Legge ► DANIELA CIAVONI

6 luglio 1943

  In attesa che parli Gesù, parlo io per chiarire alcuni punti.
    Avrà notato che in data 28 giugno vi è una preghiera al Ss. Sangue.  Però, mentre Gesù si lamenta che troppo poco sia venerato il suo Sangue,  non impone, prepotentemente, che quella preghiera sia fatta  conoscere. Mentre quella del 4 giugno, in riparazione a Gesù  Sacramentato, non mi dette tregua fintanto che io gliela mandai. Gesù mi  fa capire che va molto detta questa preghiera e, personalmente, me la fa dire con la frase dettata da Lui “... per mano di Satana”.
    Mi spiace disubbidire al censore ecclesiastico. Ma fra lui e il  Maestro scelgo il Maestro. Già anche volessi fare diverso non mi  riuscirebbe.
   Come mi spiace dovere dire che non conosco  chi ha scritto quella preghiera. Oh, se lo conosco! Ma Egli si nasconde  dietro l’anonimo. Ci dà una formula perfetta nella sua concisione,  completa, quale solo Egli la poteva fare, chiede che sia detta e basta.  Sicché io, ai lontani di qui, dico che fu scritta da una inferma.
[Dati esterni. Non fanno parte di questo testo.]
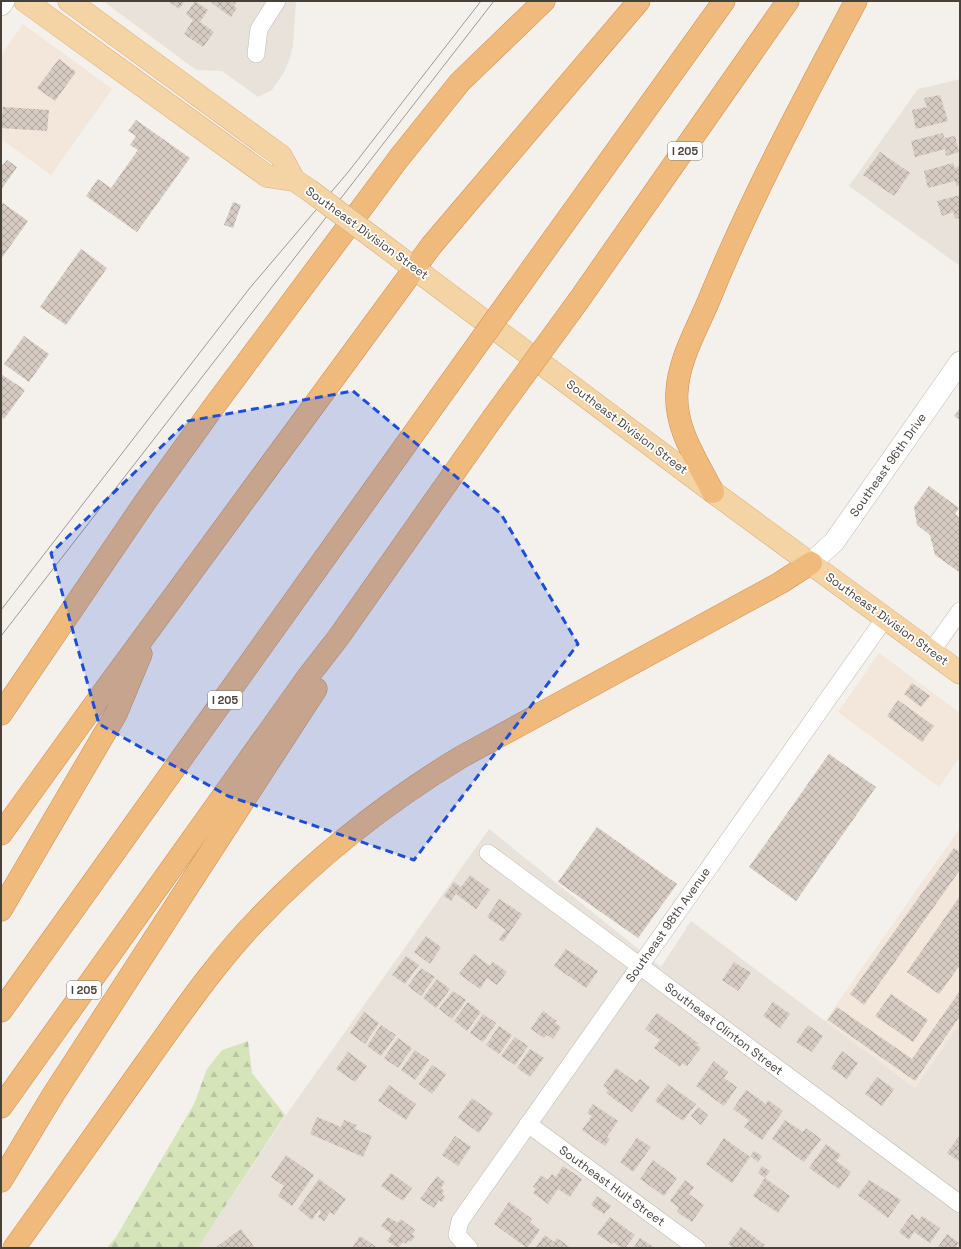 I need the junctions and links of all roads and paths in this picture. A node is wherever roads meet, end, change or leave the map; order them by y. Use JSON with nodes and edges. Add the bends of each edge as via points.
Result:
{"nodes":[{"id":1,"x":4,"y":1,"type":"edge"},
{"id":2,"x":25,"y":1,"type":"edge"},
{"id":3,"x":70,"y":1,"type":"edge"},
{"id":4,"x":277,"y":1,"type":"edge"},
{"id":5,"x":544,"y":1,"type":"edge"},
{"id":6,"x":639,"y":1,"type":"edge"},
{"id":7,"x":724,"y":1,"type":"edge"},
{"id":8,"x":788,"y":1,"type":"edge"},
{"id":9,"x":856,"y":1,"type":"edge"},
{"id":10,"x":1,"y":5,"type":"edge"},
{"id":11,"x":256,"y":54,"type":"dead end"},
{"id":12,"x":301,"y":185,"type":"junction"},
{"id":13,"x":414,"y":268,"type":"junction"},
{"id":14,"x":960,"y":362,"type":"edge"},
{"id":15,"x":713,"y":492,"type":"junction"},
{"id":16,"x":811,"y":563,"type":"junction"},
{"id":17,"x":960,"y":611,"type":"edge"},
{"id":18,"x":885,"y":618,"type":"junction"},
{"id":19,"x":154,"y":623,"type":"junction"},
{"id":20,"x":338,"y":638,"type":"junction"},
{"id":21,"x":931,"y":652,"type":"junction"},
{"id":22,"x":960,"y":673,"type":"edge"},
{"id":23,"x":1,"y":714,"type":"edge"},
{"id":24,"x":1,"y":834,"type":"edge"},
{"id":25,"x":488,"y":853,"type":"dead end"},
{"id":26,"x":1,"y":910,"type":"edge"},
{"id":27,"x":639,"y":966,"type":"junction"},
{"id":28,"x":1,"y":1012,"type":"edge"},
{"id":29,"x":1,"y":1107,"type":"edge"},
{"id":30,"x":528,"y":1124,"type":"junction"},
{"id":31,"x":1,"y":1181,"type":"edge"},
{"id":32,"x":960,"y":1204,"type":"edge"},
{"id":33,"x":14,"y":1248,"type":"edge"},
{"id":34,"x":469,"y":1248,"type":"edge"},
{"id":35,"x":697,"y":1248,"type":"edge"}],
"edges":[{"from":1,"to":10,"type":"street"},
{"from":2,"to":12,"type":"main road","name":"Southeast Division Street","via":[[267,176]]},
{"from":3,"to":12,"type":"main road","name":"Southeast Division Street","via":[[281,156]]},
{"from":4,"to":11,"type":"street","via":[[259,29]]},
{"from":5,"to":23,"type":"highway","via":[[460,82],[395,164],[212,409]]},
{"from":6,"to":13,"type":"highway"},
{"from":7,"to":28,"type":"highway","number":"I 205","bridge":true},
{"from":8,"to":20,"type":"highway","number":"I 205","bridge":true,"via":[[580,300],[492,419]]},
{"from":9,"to":15,"type":"highway","via":[[773,156],[724,262],[681,367],[677,391],[682,431]]},
{"from":12,"to":13,"type":"main road","name":"Southeast Division Street","bridge":true},
{"from":13,"to":15,"type":"main road","name":"Southeast Division Street"},
{"from":13,"to":19,"type":"highway"},
{"from":14,"to":16,"type":"street","name":"Southeast 96th Drive","via":[[834,542]]},
{"from":15,"to":16,"type":"main road","name":"Southeast Division Street"},
{"from":16,"to":18,"type":"main road","name":"Southeast Division Street"},
{"from":16,"to":33,"type":"highway","via":[[780,583],[425,778],[349,833],[236,942],[168,1032]]},
{"from":17,"to":21,"type":"street"},
{"from":18,"to":21,"type":"main road","name":"Southeast Division Street"},
{"from":18,"to":27,"type":"street","name":"Southeast 98th Avenue"},
{"from":19,"to":24,"type":"highway"},
{"from":19,"to":26,"type":"highway","via":[[116,714]]},
{"from":20,"to":29,"type":"highway","number":"I 205"},
{"from":20,"to":31,"type":"highway","via":[[321,682],[57,1089]]},
{"from":21,"to":22,"type":"main road","name":"Southeast Division Street"},
{"from":25,"to":27,"type":"street","name":"Southeast Clinton Street"},
{"from":27,"to":30,"type":"street","name":"Southeast 98th Avenue"},
{"from":27,"to":32,"type":"street","name":"Southeast Clinton Street"},
{"from":30,"to":34,"type":"street","name":"Southeast 98th Avenue","via":[[460,1221],[457,1235]]},
{"from":30,"to":35,"type":"street","name":"Southeast Hult Street"}]} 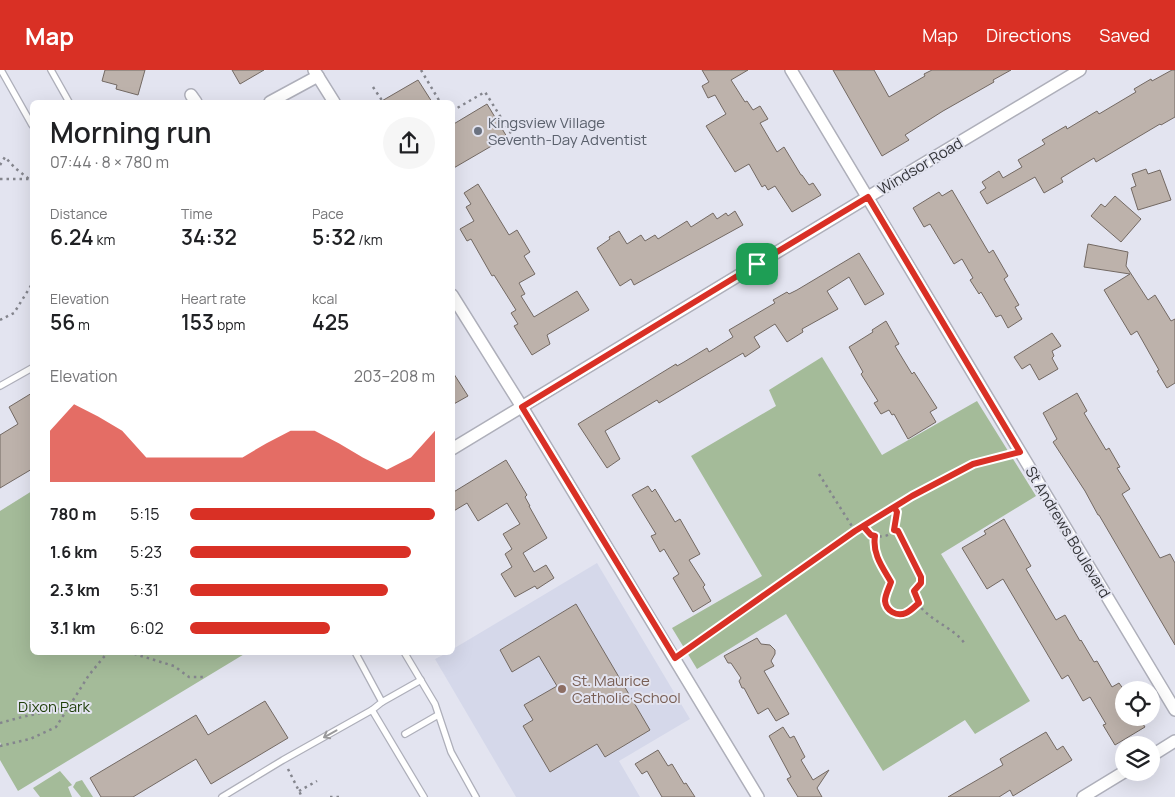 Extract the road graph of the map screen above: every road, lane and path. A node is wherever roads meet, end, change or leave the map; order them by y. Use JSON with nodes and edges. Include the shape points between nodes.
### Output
{"nodes":[{"id":1,"x":1,"y":70,"type":"edge"},
{"id":2,"x":51,"y":70,"type":"edge"},
{"id":3,"x":421,"y":70,"type":"edge"},
{"id":4,"x":791,"y":70,"type":"edge"},
{"id":5,"x":1080,"y":70,"type":"edge"},
{"id":6,"x":316,"y":73,"type":"edge"},
{"id":7,"x":373,"y":87,"type":"dead end"},
{"id":8,"x":68,"y":100,"type":"edge"},
{"id":9,"x":273,"y":100,"type":"edge"},
{"id":10,"x":333,"y":100,"type":"edge"},
{"id":11,"x":381,"y":100,"type":"edge"},
{"id":12,"x":439,"y":100,"type":"edge"},
{"id":13,"x":455,"y":109,"type":"edge"},
{"id":14,"x":30,"y":121,"type":"edge"},
{"id":15,"x":517,"y":143,"type":"dead end"},
{"id":16,"x":0,"y":166,"type":"edge"},
{"id":17,"x":0,"y":178,"type":"edge"},
{"id":18,"x":30,"y":179,"type":"edge"},
{"id":19,"x":868,"y":197,"type":"junction"},
{"id":20,"x":30,"y":287,"type":"edge"},
{"id":21,"x":455,"y":300,"type":"edge"},
{"id":22,"x":0,"y":320,"type":"edge"},
{"id":23,"x":30,"y":369,"type":"edge"},
{"id":24,"x":0,"y":386,"type":"edge"},
{"id":25,"x":522,"y":407,"type":"junction"},
{"id":26,"x":455,"y":447,"type":"edge"},
{"id":27,"x":1020,"y":452,"type":"junction"},
{"id":28,"x":820,"y":474,"type":"dead end"},
{"id":29,"x":894,"y":507,"type":"junction"},
{"id":30,"x":863,"y":526,"type":"junction"},
{"id":31,"x":894,"y":530,"type":"junction"},
{"id":32,"x":855,"y":531,"type":"junction"},
{"id":33,"x":875,"y":536,"type":"junction"},
{"id":34,"x":919,"y":603,"type":"junction"},
{"id":35,"x":965,"y":644,"type":"dead end"},
{"id":36,"x":106,"y":655,"type":"edge"},
{"id":37,"x":138,"y":655,"type":"edge"},
{"id":38,"x":357,"y":655,"type":"edge"},
{"id":39,"x":406,"y":655,"type":"edge"},
{"id":40,"x":675,"y":658,"type":"junction"},
{"id":41,"x":204,"y":677,"type":"dead end"},
{"id":42,"x":421,"y":680,"type":"junction"},
{"id":43,"x":382,"y":702,"type":"junction"},
{"id":44,"x":68,"y":707,"type":"junction"},
{"id":45,"x":372,"y":710,"type":"junction"},
{"id":46,"x":1175,"y":710,"type":"edge"},
{"id":47,"x":438,"y":715,"type":"junction"},
{"id":48,"x":0,"y":724,"type":"edge"},
{"id":49,"x":405,"y":734,"type":"dead end"},
{"id":50,"x":1175,"y":741,"type":"edge"},
{"id":51,"x":0,"y":746,"type":"edge"},
{"id":52,"x":1160,"y":750,"type":"edge"},
{"id":53,"x":283,"y":760,"type":"junction"},
{"id":54,"x":1115,"y":777,"type":"edge"},
{"id":55,"x":317,"y":781,"type":"dead end"},
{"id":56,"x":299,"y":791,"type":"junction"},
{"id":57,"x":222,"y":797,"type":"edge"},
{"id":58,"x":302,"y":797,"type":"edge"},
{"id":59,"x":330,"y":797,"type":"edge"},
{"id":60,"x":339,"y":797,"type":"edge"},
{"id":61,"x":424,"y":797,"type":"edge"},
{"id":62,"x":476,"y":797,"type":"edge"},
{"id":63,"x":758,"y":797,"type":"edge"},
{"id":64,"x":1083,"y":797,"type":"edge"}],
"edges":[{"from":1,"to":14,"type":"lane"},
{"from":2,"to":8,"type":"lane"},
{"from":3,"to":12,"type":"path"},
{"from":4,"to":19,"type":"street","name":"St Andrews Boulevard"},
{"from":5,"to":19,"type":"street","name":"Windsor Road"},
{"from":6,"to":9,"type":"street"},
{"from":6,"to":10,"type":"street"},
{"from":7,"to":11,"type":"path"},
{"from":13,"to":15,"type":"path","via":[[485,92]]},
{"from":16,"to":18,"type":"path","via":[[5,157]]},
{"from":17,"to":18,"type":"path"},
{"from":19,"to":25,"type":"street","name":"Windsor Road"},
{"from":19,"to":27,"type":"street","name":"St Andrews Boulevard"},
{"from":20,"to":22,"type":"path","via":[[14,313]]},
{"from":21,"to":25,"type":"street"},
{"from":23,"to":24,"type":"lane"},
{"from":25,"to":26,"type":"street","name":"Windsor Road"},
{"from":25,"to":40,"type":"street"},
{"from":27,"to":29,"type":"path","via":[[973,464]]},
{"from":27,"to":46,"type":"street","name":"St Andrews Boulevard"},
{"from":28,"to":32,"type":"path"},
{"from":29,"to":30,"type":"path"},
{"from":29,"to":31,"type":"path","via":[[897,512]]},
{"from":30,"to":32,"type":"path"},
{"from":30,"to":33,"type":"path"},
{"from":31,"to":33,"type":"path","via":[[888,535]]},
{"from":31,"to":34,"type":"path","via":[[898,531],[921,577],[921,583],[914,591]]},
{"from":32,"to":40,"type":"path"},
{"from":33,"to":34,"type":"path","via":[[876,554],[891,582],[886,595],[887,608],[905,614]]},
{"from":34,"to":35,"type":"path"},
{"from":36,"to":44,"type":"path"},
{"from":37,"to":41,"type":"path","via":[[174,666],[188,677]]},
{"from":38,"to":43,"type":"lane"},
{"from":39,"to":42,"type":"lane"},
{"from":40,"to":63,"type":"street"},
{"from":42,"to":43,"type":"lane"},
{"from":42,"to":47,"type":"lane"},
{"from":43,"to":45,"type":"lane"},
{"from":44,"to":48,"type":"path"},
{"from":44,"to":51,"type":"path","via":[[56,727],[30,739]]},
{"from":45,"to":53,"type":"lane","one_way":true},
{"from":45,"to":61,"type":"lane"},
{"from":47,"to":49,"type":"lane"},
{"from":47,"to":62,"type":"lane","via":[[451,752]]},
{"from":50,"to":52,"type":"street"},
{"from":53,"to":56,"type":"path"},
{"from":53,"to":57,"type":"lane"},
{"from":54,"to":64,"type":"street"},
{"from":55,"to":56,"type":"path"},
{"from":56,"to":58,"type":"path"},
{"from":59,"to":60,"type":"path"}]} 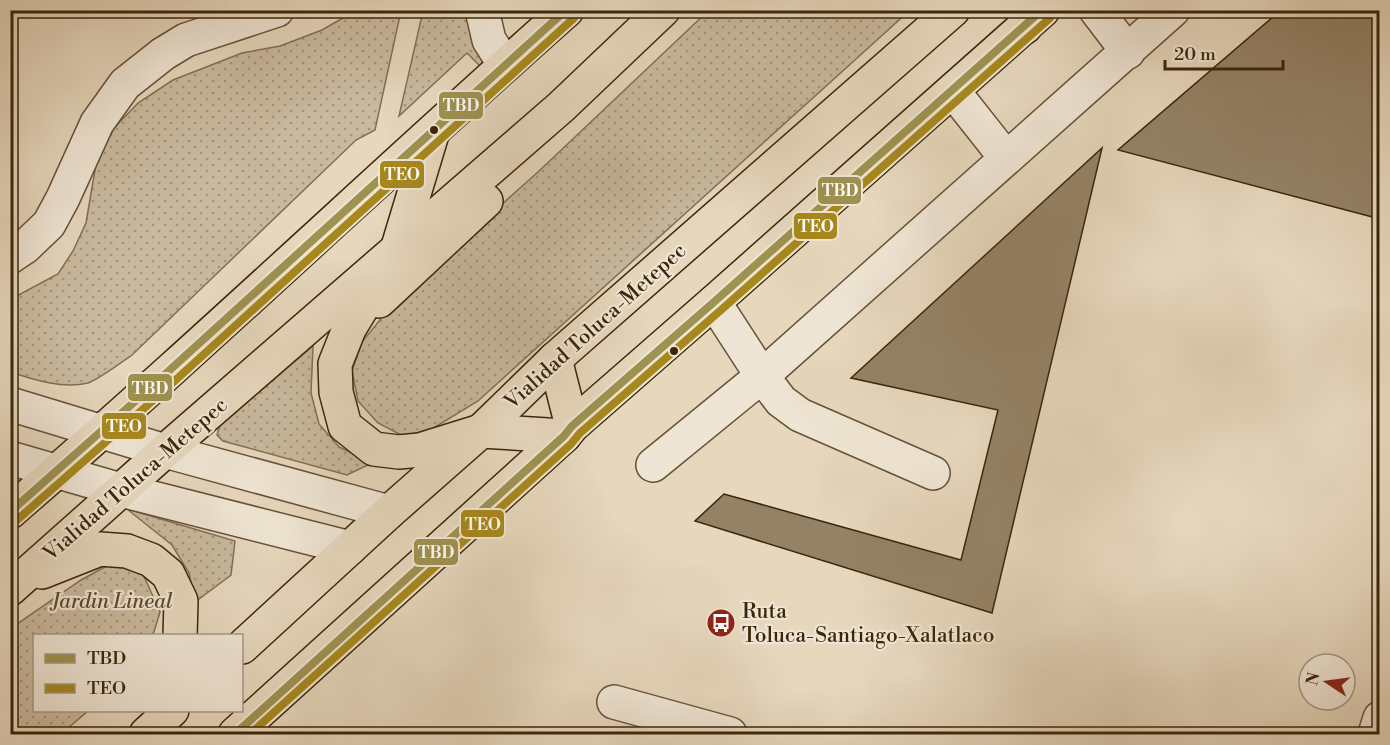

    Scritta: è formula molto ampia. Io posso scrivere la Divina Commedia,  se mi ci metto con pazienza. Ma non sono certo io che l’ho composta.  Ugualmente ora. Io l’ho scritta e Lui l’ha composta. Ma ai vicini che  potrebbero chiedere dove sta questa inferma, dico: “Non so chi ha scritto quella preghiera”.
    Se dicessi: “L’ho scritta io”, ne avrei lodi che sarebbero ingiuste.  Se dicessi chi l’ha dettata, la gente crederebbe in due forme diverse.  Di una - pazienza! - la subirei pensando a Gesù chiamato “pazzo”[123]. Ma l’altra non voglio  sia detta. Perché se Gesù si curva, vero samaritano pietoso, sulla mia  anima che è tutta uno strappo, ciò è prova della sua infinita  Misericordia e non di merito da parte mia.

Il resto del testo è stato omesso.